Dominare
significa avere sotto di sé, possedere, sottoporre al proprio controllo; in un
concetto solo vuol dire regolare secondo un proprio ordine. Attraversata da una
prospettiva irriducibilmente legata alla volontà di sottomettere, la realtà del
mondo civilizzato è interamente pervasa da relazioni di dominanza-soggezione.
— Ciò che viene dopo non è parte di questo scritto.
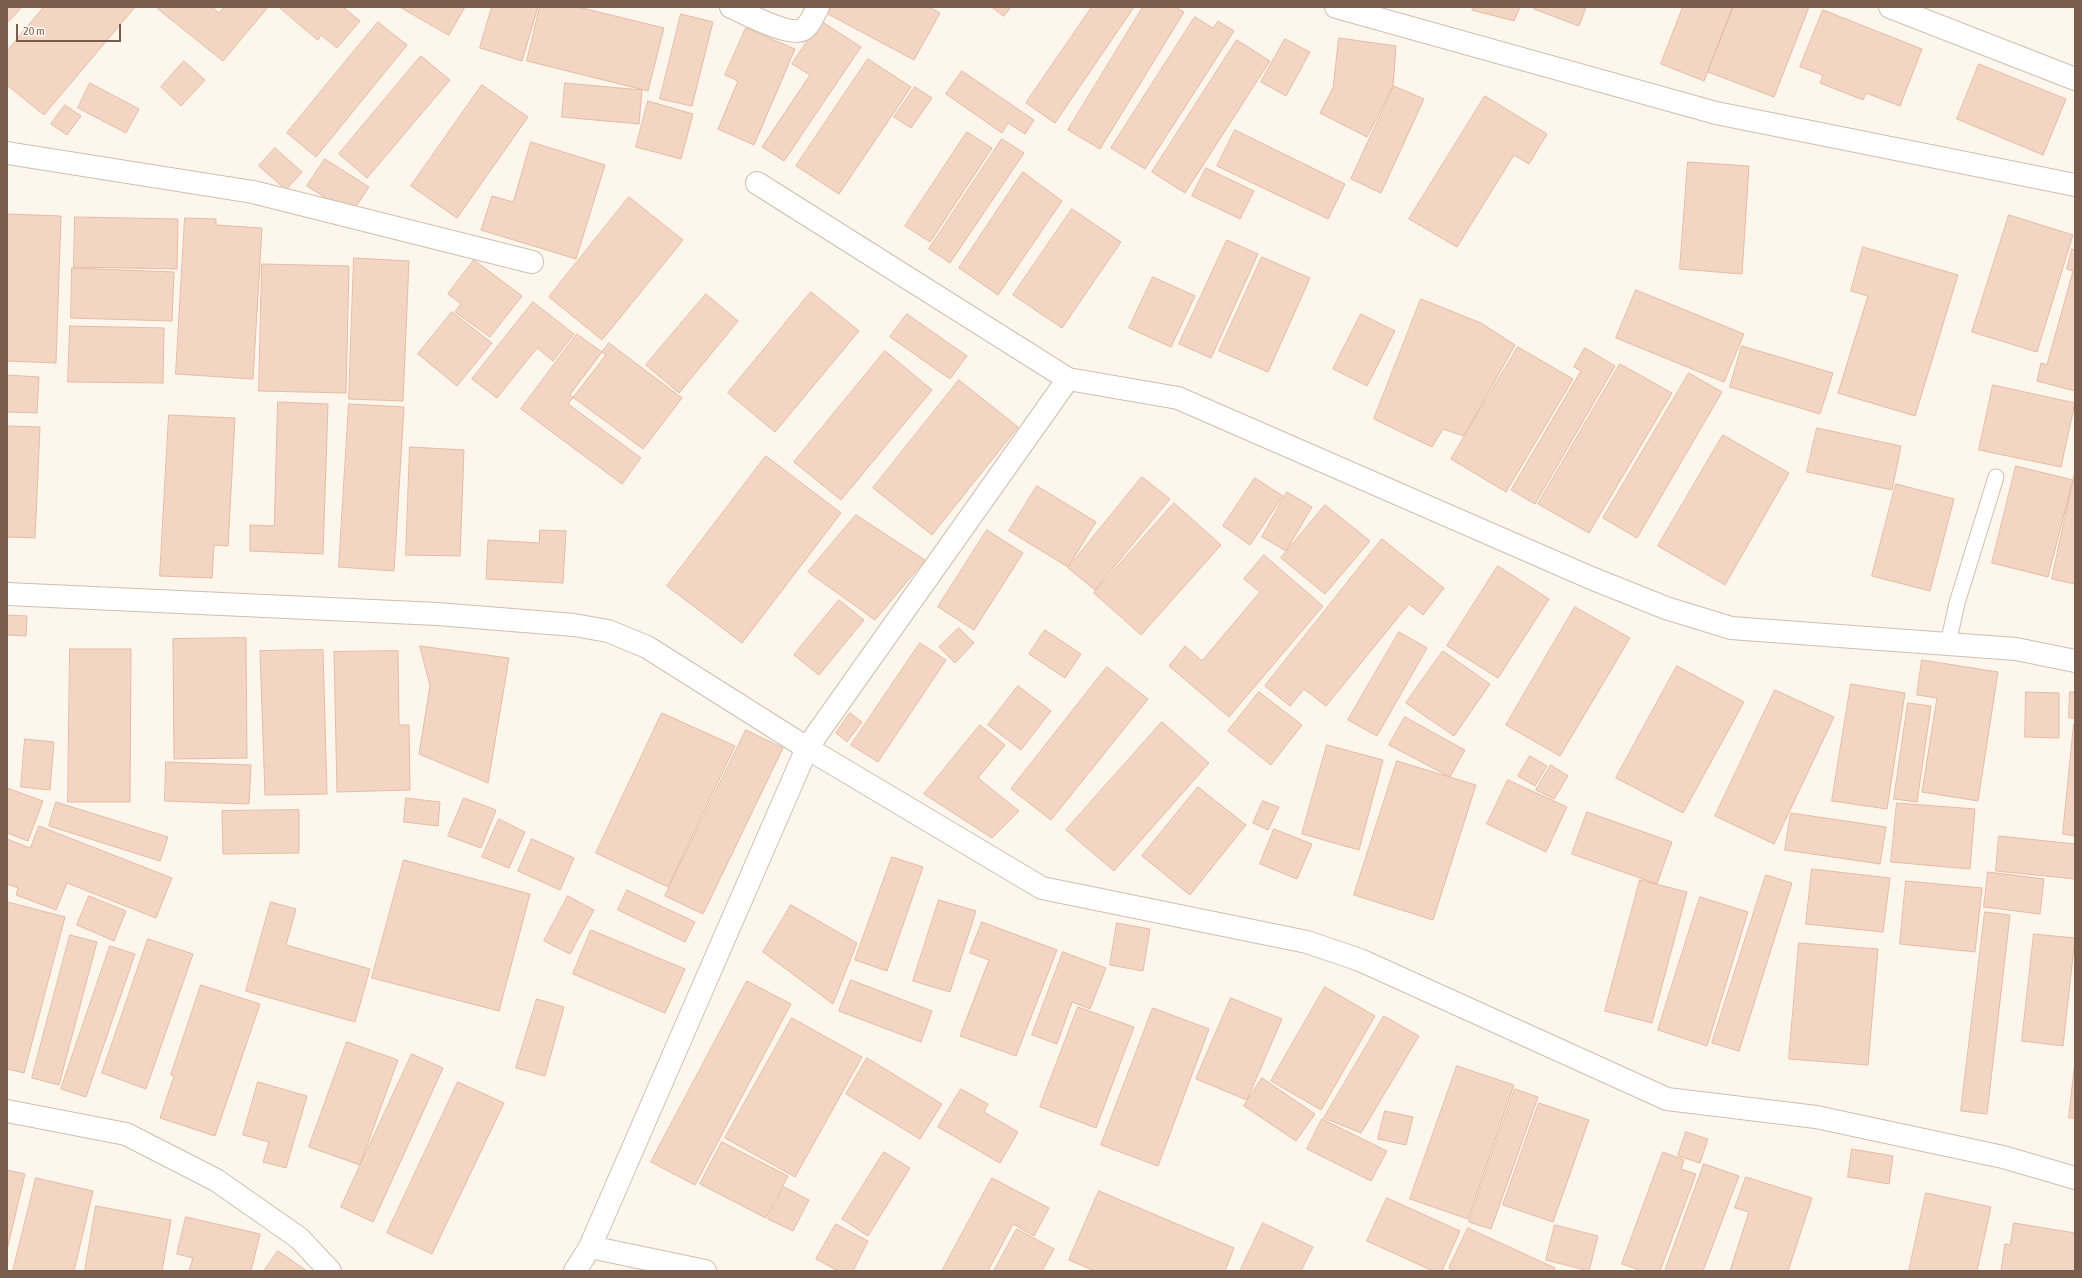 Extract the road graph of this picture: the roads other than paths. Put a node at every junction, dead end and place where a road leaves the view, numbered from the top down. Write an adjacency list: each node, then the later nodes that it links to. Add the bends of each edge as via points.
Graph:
1 (731, 7): 2 (street, via 791,32 802,30)
2 (818, 7)
3 (1336, 7): 8 (street, via 1716,113)
4 (1890, 7): 5 (street)
5 (2075, 79)
6 (7, 153): 9 (street, via 253,192)
7 (757, 183): 10 (street)
8 (2075, 185)
9 (532, 262)
10 (1068, 379): 13 (street, via 1178,398 1591,578 1666,608 1730,628); 15 (street)
11 (1996, 477): 13 (lane, via 1957,603)
12 (7, 594): 15 (street, via 437,614 574,625 602,630 647,647)
13 (1948, 644): 14 (street, via 2016,649)
14 (2075, 661)
15 (807, 748): 17 (street, via 1042,888 1307,942 1360,960 1667,1099 1816,1117 2003,1157); 18 (street)
16 (7, 1111): 19 (street, via 126,1134 216,1180 299,1238)
17 (2075, 1178)
18 (590, 1247): 20 (street); 21 (street)
19 (330, 1271)
20 (575, 1271)
21 (705, 1271)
Tutto, nel mondo moderno, e spiegato con l’esercizio del potere di qualcuno su
qualcun altro o su qualcosa: dei genitori sui figli, dei maestri sugli allievi,
dei principali sui dipendenti, dei governanti sui governati, del genere umano
sulla natura. Invece di cercare di entrare in contatto con quanto ci circonda
siamo abituati a guardare ogni cosa dall’alto verso il basso o dal basso verso
l’alto: lo scopo non è mai quello di portare dentro ma quello
di stare sopra, di gestire, di determinare. Controllare, nel suo
significato corrente cioè mantenere nel proprio potere, è ciò che
definisce le nostre relazioni con il mondo, sin dalle modalità con le quali lo
percepiamo (sapere inteso come padronanza). Nella civiltà non può esistere il
disordine, la dinamicità, la sorpresa, lo sbalordimento, l’ineluttabilità delle
circostanze della vita, ma solo ciò che appare dominabile anche solo
mentalmente: la prevedibilità dei fatti, l’assetto e la preparazione delle
cose, la loro matematica comprensione attraverso i modelli fissi di una
razionalità logico-scientifica che non ammette divagazioni sul tema. Quello che
esiste deve essere costantemente organizzato, strutturato, trasformato, plasmato
secondo la nostra volontà; quello che non ci pare a posto deve finire con
l’esserlo a tutti i costi. Per l’individuo civilizzato vivere non è mai una
apertura creativa verso ciò che esiste ma un’operosa attività di sottomissione
del mondo a sé: è l’iniziazione insomma a un sistema di regole rigide da
rispettare e da imporre a sua volta.